Wednesday 9 September 2015

Bound for Tennessee: Researching and Writing about Music in the American South

Third-year PhD student Allan Symons.
Allan Symons

This September I find myself in the very fortunate (but slightly surreal) position of travelling to the US for a research trip. I’m headed to Murfreesboro, Tennessee, which is approximately 30 miles from Nashville and will be staying with a history Grad student named Michael Fletcher who has very kindly offered me a room for the duration of my stay. Murfreesboro is the home of Middle Tennessee State University, an institution where Michael studies and also where I’ll be conducting archival work in the Center for Popular Music. During my time at MTSU I will be presenting my own research to the history faculty at a brown bag lunch that the faculty have very kindly organised. Again, this is a slightly surreal, but nevertheless very exciting opportunity to share my work with an audience of academics in the southern States.

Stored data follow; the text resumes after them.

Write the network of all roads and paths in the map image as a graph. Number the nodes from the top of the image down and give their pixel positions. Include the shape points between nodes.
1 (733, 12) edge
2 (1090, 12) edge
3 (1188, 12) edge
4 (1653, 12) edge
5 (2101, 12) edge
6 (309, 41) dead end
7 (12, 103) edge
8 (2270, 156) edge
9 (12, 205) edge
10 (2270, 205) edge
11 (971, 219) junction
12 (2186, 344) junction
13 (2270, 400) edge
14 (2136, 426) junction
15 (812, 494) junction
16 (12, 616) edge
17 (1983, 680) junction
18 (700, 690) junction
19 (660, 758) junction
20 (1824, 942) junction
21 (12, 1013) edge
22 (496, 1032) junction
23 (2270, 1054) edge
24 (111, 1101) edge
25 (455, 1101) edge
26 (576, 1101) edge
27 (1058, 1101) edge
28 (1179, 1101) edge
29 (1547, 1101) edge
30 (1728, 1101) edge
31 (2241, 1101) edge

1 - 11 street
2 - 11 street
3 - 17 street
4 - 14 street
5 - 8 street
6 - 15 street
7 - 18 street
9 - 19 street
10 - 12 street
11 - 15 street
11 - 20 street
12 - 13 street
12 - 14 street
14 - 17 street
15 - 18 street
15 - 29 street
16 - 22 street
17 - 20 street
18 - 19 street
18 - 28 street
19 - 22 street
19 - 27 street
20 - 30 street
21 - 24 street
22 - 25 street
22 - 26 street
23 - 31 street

The working title of my thesis is “Guns, Knives, and Troublesome Wives: Male Control, Misogyny and Murder in Commercial Roots Records of the Interwar Period.” As the title of the thesis may suggest, my research focuses on commercial roots records in the 1920s and 1930s. Much of this music sought to denigrate southern womanhood and punish transgressive females for “improper” behaviour that threatened the stability of traditional gender roles at the time, and quite often these behavioural traits had a racial dimension in southern culture.

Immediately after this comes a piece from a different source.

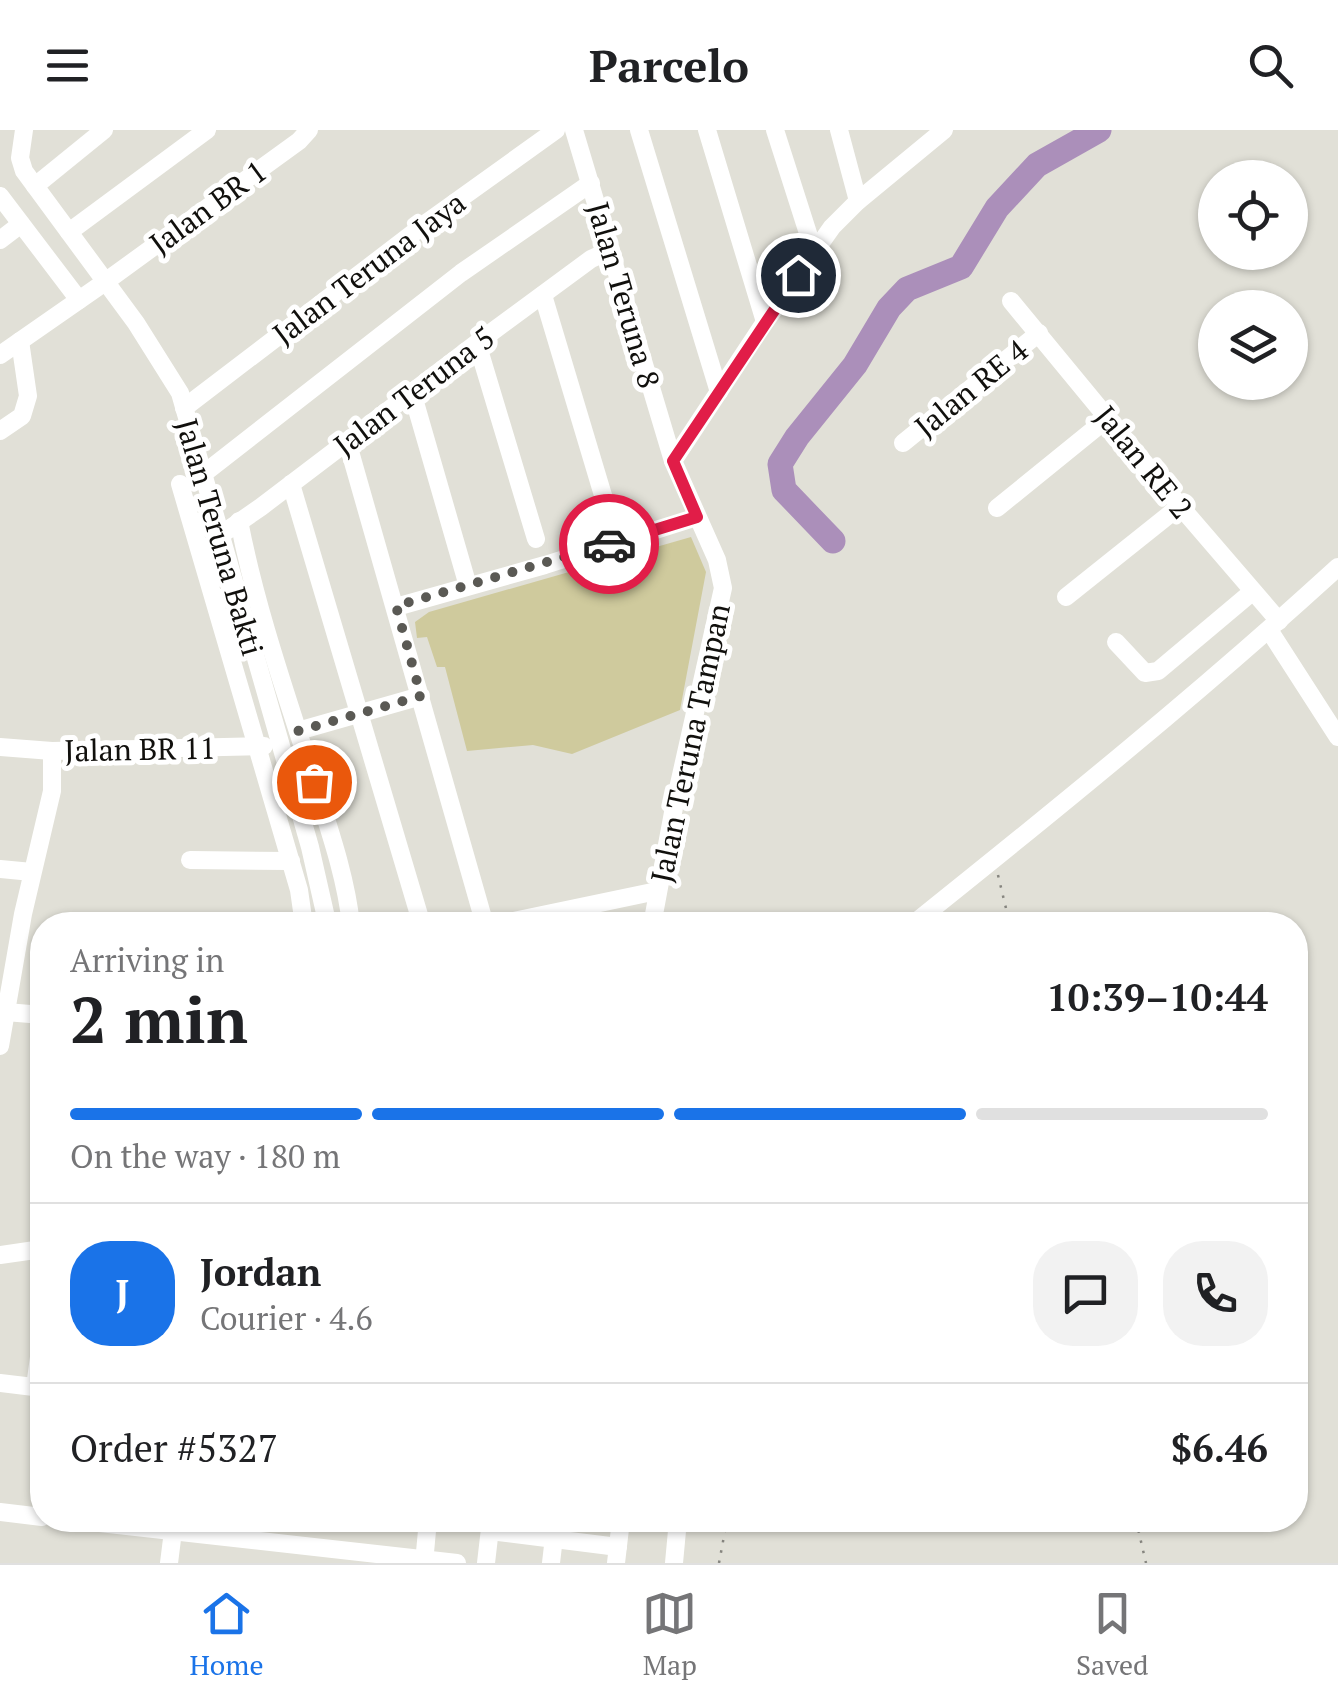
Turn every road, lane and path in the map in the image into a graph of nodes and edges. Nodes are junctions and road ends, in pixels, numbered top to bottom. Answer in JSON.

My trip to Tennessee will enable me to access the first-rate archive that is the Center for Popular music at MTSU. The archive houses the Charles K. Wolfe Audio Collection: a collection of recorded interviews with artists and record company personnel active in the industry during the interwar period. Working with these materials will be both a privilege and most certainly a boon with regards to my ongoing research. However, the excitement doesn’t stop here. Whilst in Tennessee, I’m also heading to Nashville (it would be rude not to!)  for a number of reasons. Located in the heart of Nashville, The Country Music Hall of Fame and Museum also has an excellent archive, and whilst there I’ll be working with historian John Rumble and archivist Becky Miley on materials that are imperative to my own work.

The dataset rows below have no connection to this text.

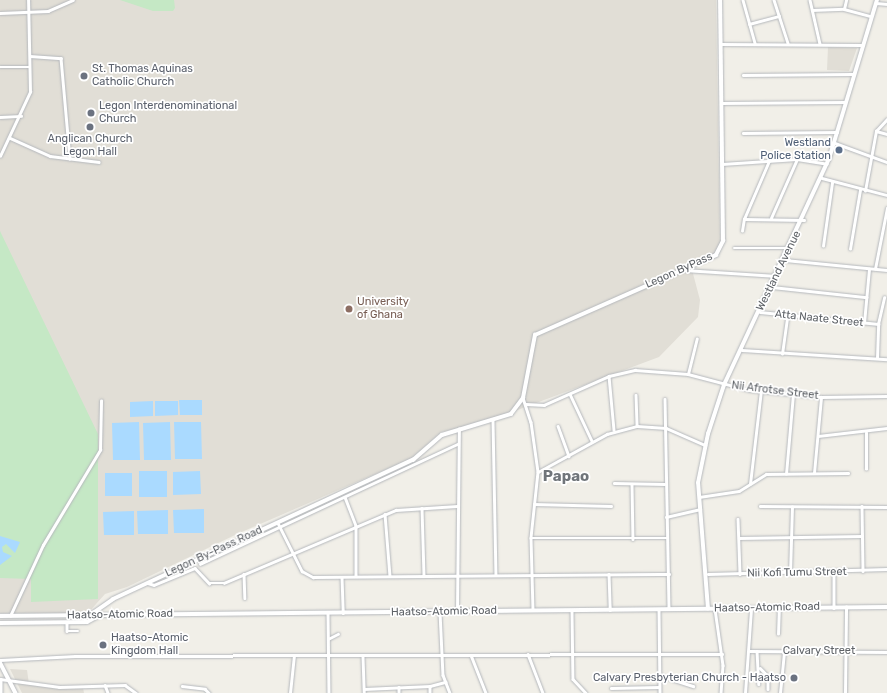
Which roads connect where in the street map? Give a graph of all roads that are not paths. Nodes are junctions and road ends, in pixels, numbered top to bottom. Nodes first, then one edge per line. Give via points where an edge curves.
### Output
1 (28, 0) edge
2 (74, 0) edge
3 (720, 0) edge
4 (743, 0) edge
5 (774, 0) edge
6 (810, 0) edge
7 (846, 0) edge
8 (876, 1) edge
9 (887, 4) edge
10 (844, 9) junction
11 (812, 10) junction
12 (0, 13) edge
13 (29, 13) junction
14 (779, 16) junction
15 (871, 16) junction
16 (749, 24) junction
17 (755, 43) junction
18 (788, 43) junction
19 (720, 44) junction
20 (820, 44) junction
21 (861, 45) junction
22 (30, 56) junction
23 (0, 67) edge
24 (30, 67) junction
25 (743, 74) dead end
26 (852, 74) junction
27 (845, 102) junction
28 (721, 104) junction
29 (21, 116) junction
30 (0, 117) edge
31 (887, 119) edge
32 (876, 131) junction
33 (837, 132) junction
34 (743, 133) dead end
35 (887, 134) edge
36 (10, 138) junction
37 (834, 143) junction
38 (0, 156) edge
39 (871, 157) junction
40 (70, 159) junction
41 (797, 159) junction
42 (769, 161) junction
43 (99, 162) dead end
44 (887, 162) edge
45 (722, 164) junction
46 (828, 164) junction
47 (822, 178) junction
48 (832, 183) junction
49 (860, 190) junction
50 (865, 191) junction
51 (887, 195) edge
52 (887, 208) edge
53 (771, 218) junction
54 (744, 219) junction
55 (804, 220) junction
56 (742, 231) dead end
57 (823, 246) dead end
58 (734, 248) dead end
59 (791, 248) junction
60 (850, 249) dead end
61 (785, 260) junction
62 (869, 269) junction
63 (875, 269) junction
64 (683, 270) junction
65 (887, 270) edge
66 (777, 276) junction
67 (772, 287) junction
68 (866, 296) junction
69 (884, 298) dead end
70 (760, 312) junction
71 (787, 317) junction
72 (864, 324) junction
73 (878, 324) junction
74 (697, 339) dead end
75 (742, 350) junction
76 (782, 354) junction
77 (877, 358) junction
78 (887, 359) edge
79 (688, 374) junction
80 (608, 376) junction
81 (724, 385) junction
82 (761, 391) junction
83 (570, 394) junction
84 (793, 394) junction
85 (636, 395) dead end
86 (887, 396) edge
87 (821, 397) junction
88 (523, 398) junction
89 (665, 399) dead end
90 (101, 401) dead end
91 (526, 404) junction
92 (493, 421) junction
93 (558, 426) dead end
94 (637, 426) junction
95 (666, 428) junction
96 (887, 428) edge
97 (459, 429) junction
98 (614, 430) junction
99 (866, 433) junction
100 (818, 436) junction
101 (592, 441) junction
102 (457, 444) junction
103 (705, 445) junction
104 (569, 456) junction
105 (866, 469) dead end
106 (538, 472) junction
107 (814, 473) junction
108 (848, 473) dead end
109 (786, 474) junction
110 (753, 476) junction
111 (759, 478) junction
112 (614, 483) dead end
113 (632, 484) junction
114 (664, 484) junction
115 (750, 484) junction
116 (344, 495) junction
117 (699, 497) junction
118 (534, 504) junction
119 (457, 506) junction
120 (610, 506) dead end
121 (760, 506) dead end
122 (862, 506) junction
123 (887, 506) edge
124 (792, 507) junction
125 (422, 508) junction
126 (700, 509) junction
127 (385, 514) junction
128 (666, 517) junction
129 (738, 519) dead end
130 (278, 522) junction
131 (356, 526) junction
132 (280, 528) junction
133 (791, 536) junction
134 (862, 536) junction
135 (531, 538) junction
136 (668, 538) junction
137 (739, 538) junction
138 (633, 539) junction
139 (292, 554) junction
140 (200, 564) dead end
141 (887, 569) edge
142 (863, 571) junction
143 (834, 573) junction
144 (244, 574) junction
145 (496, 574) junction
146 (532, 574) junction
147 (609, 574) junction
148 (670, 574) junction
149 (708, 574) junction
150 (740, 574) junction
151 (790, 574) junction
152 (424, 575) junction
153 (458, 575) junction
154 (356, 576) junction
155 (390, 576) junction
156 (342, 577) junction
157 (148, 583) junction
158 (245, 598) dead end
159 (846, 607) junction
160 (887, 607) edge
161 (779, 608) junction
162 (834, 608) junction
163 (659, 609) junction
164 (669, 609) junction
165 (708, 609) junction
166 (715, 609) junction
167 (751, 609) junction
168 (610, 610) junction
169 (533, 611) junction
170 (572, 611) junction
171 (440, 612) junction
172 (457, 612) junction
173 (328, 613) junction
174 (343, 613) junction
175 (100, 615) junction
176 (0, 616) edge
177 (10, 616) junction
178 (89, 616) junction
179 (67, 622) junction
180 (0, 623) edge
181 (78, 631) dead end
182 (338, 634) dead end
183 (778, 634) dead end
184 (328, 639) junction
185 (750, 651) junction
186 (757, 651) junction
187 (846, 651) junction
188 (784, 652) junction
189 (887, 652) edge
190 (573, 653) junction
191 (659, 653) junction
192 (528, 654) junction
193 (722, 654) junction
194 (471, 655) junction
195 (294, 656) junction
196 (329, 656) junction
197 (441, 656) junction
198 (363, 657) junction
199 (0, 661) edge
200 (760, 667) junction
201 (659, 675) junction
202 (0, 678) edge
203 (8, 678) junction
204 (445, 682) junction
205 (759, 684) dead end
206 (105, 685) junction
207 (182, 686) dead end
208 (430, 686) junction
209 (693, 686) dead end
210 (660, 687) junction
211 (399, 688) junction
212 (611, 688) dead end
213 (364, 689) junction
214 (768, 689) dead end
215 (1, 693) edge
216 (16, 693) edge
217 (108, 693) edge
218 (136, 693) edge
219 (209, 693) edge
220 (290, 693) edge
221 (329, 693) edge
222 (364, 693) edge
223 (399, 693) edge
224 (430, 693) edge
225 (450, 693) edge
226 (486, 693) edge
227 (543, 693) edge
228 (586, 693) edge
229 (660, 693) edge
230 (722, 693) edge
231 (745, 693) edge
232 (780, 693) edge
233 (845, 693) edge

1 - 13 street
2 - 13 street via 61,8
3 - 19 street, Legon ByPass
4 - 16 street
5 - 14 street
6 - 11 street
7 - 10 street
8 - 9 street
8 - 15 street, Westland Avenue
10 - 11 street
10 - 15 street
11 - 20 street
12 - 13 street
13 - 22 street
14 - 16 street
14 - 18 street
15 - 21 street, Westland Avenue
16 - 17 street
17 - 18 street
17 - 19 street
18 - 20 street
19 - 28 street, Legon ByPass
20 - 21 street
21 - 26 street, Westland Avenue
22 - 24 street
22 - 40 street via 61,58
23 - 24 street
24 - 29 street via 30,92
25 - 26 street
26 - 27 street, Westland Avenue
27 - 28 street
27 - 33 street, Westland Avenue
28 - 45 street, Legon ByPass
29 - 30 street
29 - 36 street
31 - 32 street
32 - 35 street
32 - 39 street
33 - 34 street
33 - 37 street, Westland Avenue
36 - 38 street
36 - 40 street via 38,152
37 - 39 street
37 - 46 street, Westland Avenue
39 - 44 street
39 - 50 street
40 - 43 street
41 - 42 street
41 - 46 street
41 - 53 street
42 - 45 street
42 - 54 street
45 - 64 street, Legon ByPass via 723,241 716,255
46 - 47 street, Westland Avenue
47 - 48 street
47 - 55 street, Westland Avenue
48 - 49 street
48 - 57 street
49 - 50 street
49 - 60 street
50 - 51 street
52 - 63 street
53 - 54 street
53 - 55 street
54 - 56 street
55 - 59 street, Westland Avenue
58 - 59 street
59 - 61 street, Westland Avenue
61 - 62 street
61 - 66 street, Westland Avenue
62 - 63 street
62 - 68 street
63 - 65 street
64 - 66 street
64 - 88 street, Legon ByPass via 535,335
66 - 67 street, Westland Avenue
67 - 68 street
67 - 70 street, Westland Avenue
68 - 72 street
69 - 73 street
70 - 71 street, Atta Naate Street
70 - 75 street, Westland Avenue
71 - 72 street, Atta Naate Street
71 - 76 street
72 - 73 street, Atta Naate Street
73 - 77 street
74 - 79 street
75 - 76 street
75 - 81 street, Westland Avenue
76 - 77 street
77 - 78 street
79 - 80 street, Nii Afrotse Street via 664,370 626,371
79 - 81 street, Nii Afrotse Street
80 - 83 street, Nii Afrotse Street
80 - 98 street
81 - 82 street, Nii Afrotse Street
81 - 103 street, Westland Avenue
82 - 84 street, Nii Afrotse Street
82 - 110 street
83 - 91 street, Nii Afrotse Street via 544,405
83 - 101 street
84 - 87 street, Nii Afrotse Street
84 - 109 street
85 - 94 street
86 - 87 street, Nii Afrotse Street
87 - 100 street
88 - 91 street
88 - 92 street, Legon ByPass via 511,414
89 - 95 street
90 - 177 street via 100,450 43,544
91 - 106 street
92 - 97 street, Legon ByPass
92 - 145 street
93 - 104 street
94 - 95 street
94 - 98 street
95 - 103 street
95 - 114 street
96 - 99 street
97 - 102 street
97 - 116 street, Legon ByPass via 442,435 413,460
98 - 101 street
99 - 100 street
99 - 105 street
100 - 107 street
101 - 104 street
102 - 116 street
102 - 119 street
103 - 117 street, Westland Avenue
104 - 106 street
106 - 118 street
107 - 108 street
107 - 109 street
109 - 111 street via 766,474
110 - 111 street
110 - 115 street
111 - 115 street
112 - 113 street
113 - 114 street
113 - 138 street
114 - 128 street
115 - 117 street via 736,492
116 - 130 street, Legon By-Pass Road
116 - 131 street
116 - 132 street
117 - 126 street, Westland Avenue
118 - 120 street
118 - 135 street
119 - 125 street
119 - 153 street
121 - 124 street
122 - 123 street
122 - 124 street
122 - 134 street
124 - 133 street
125 - 127 street
125 - 152 street
126 - 128 street
126 - 149 street, Westland Avenue
127 - 131 street
127 - 155 street
128 - 136 street
129 - 137 street
130 - 132 street
130 - 157 street, Legon By-Pass Road
131 - 139 street
131 - 154 street
132 - 139 street
132 - 140 street
133 - 134 street
133 - 137 street
133 - 151 street
134 - 142 street
135 - 138 street
135 - 146 street
136 - 138 street
136 - 148 street
137 - 150 street
139 - 144 street
139 - 156 street via 307,576
141 - 142 street, Nii Kofi Tumu Street
142 - 143 street, Nii Kofi Tumu Street
143 - 151 street, Nii Kofi Tumu Street
143 - 162 street
144 - 157 street via 215,584 193,568 154,585
144 - 158 street
145 - 146 street
145 - 153 street
146 - 147 street
146 - 169 street
147 - 148 street
147 - 168 street
148 - 164 street
149 - 150 street, Nii Kofi Tumu Street
149 - 165 street, Westland Avenue
150 - 151 street, Nii Kofi Tumu Street
152 - 153 street
152 - 155 street
153 - 172 street
154 - 155 street
154 - 156 street
156 - 174 street
157 - 178 street, Legon By-Pass Road via 96,607
159 - 160 street, Haatso-Atomic Road
159 - 162 street, Haatso-Atomic Road
159 - 187 street
161 - 162 street, Haatso-Atomic Road
161 - 167 street, Haatso-Atomic Road
161 - 183 street
163 - 164 street, Haatso-Atomic Road
163 - 168 street, Haatso-Atomic Road
163 - 191 street
164 - 165 street, Haatso-Atomic Road
165 - 166 street, Haatso-Atomic Road
166 - 167 street, Haatso-Atomic Road
166 - 193 street
167 - 185 street
168 - 170 street, Haatso-Atomic Road
169 - 170 street, Haatso-Atomic Road
169 - 172 street, Haatso-Atomic Road
170 - 190 street
171 - 172 street, Haatso-Atomic Road
171 - 174 street, Haatso-Atomic Road
171 - 197 street
173 - 174 street, Haatso-Atomic Road
173 - 175 street, Haatso-Atomic Road
173 - 184 street
175 - 178 street, Haatso-Atomic Road
175 - 179 street via 91,621
176 - 177 street, Haatso-Atomic Road
177 - 178 street, Haatso-Atomic Road
179 - 180 street
179 - 181 street via 67,631
182 - 184 street
184 - 196 street
185 - 186 street, Calvary Street
185 - 231 street
186 - 188 street, Calvary Street
186 - 200 street
187 - 188 street, Calvary Street
187 - 189 street, Calvary Street
187 - 233 street
188 - 232 street
190 - 191 street
190 - 192 street
190 - 228 street via 573,680
191 - 193 street
191 - 201 street
192 - 194 street
192 - 227 street
193 - 230 street
194 - 197 street
194 - 226 street
195 - 196 street
195 - 199 street via 74,656
195 - 220 street
196 - 198 street
196 - 221 street
197 - 198 street
197 - 204 street
198 - 213 street
199 - 203 street
200 - 205 street
200 - 214 street via 768,676
201 - 209 street
201 - 210 street
202 - 203 street
202 - 215 street
203 - 206 street via 59,686
203 - 216 street
204 - 208 street
204 - 225 street
206 - 217 street
206 - 218 street via 125,685
207 - 219 street
208 - 211 street
208 - 224 street
210 - 212 street
210 - 229 street
211 - 213 street
211 - 223 street
213 - 222 street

On a separate but related note; I’m told that Nashville is home to such wretched places as Honky Tonks: venues where folk gather, listen to music, eat BBQ, drink, and even dance. Whilst many may prefer to glean their knowledge of such places from the experiences of others, I find it’s best to experience these things first-hand!! Suffice to say, this promises to be a great trip and a wonderful way to begin the final year of what has been an equally wonderful period of study at Northumbria University.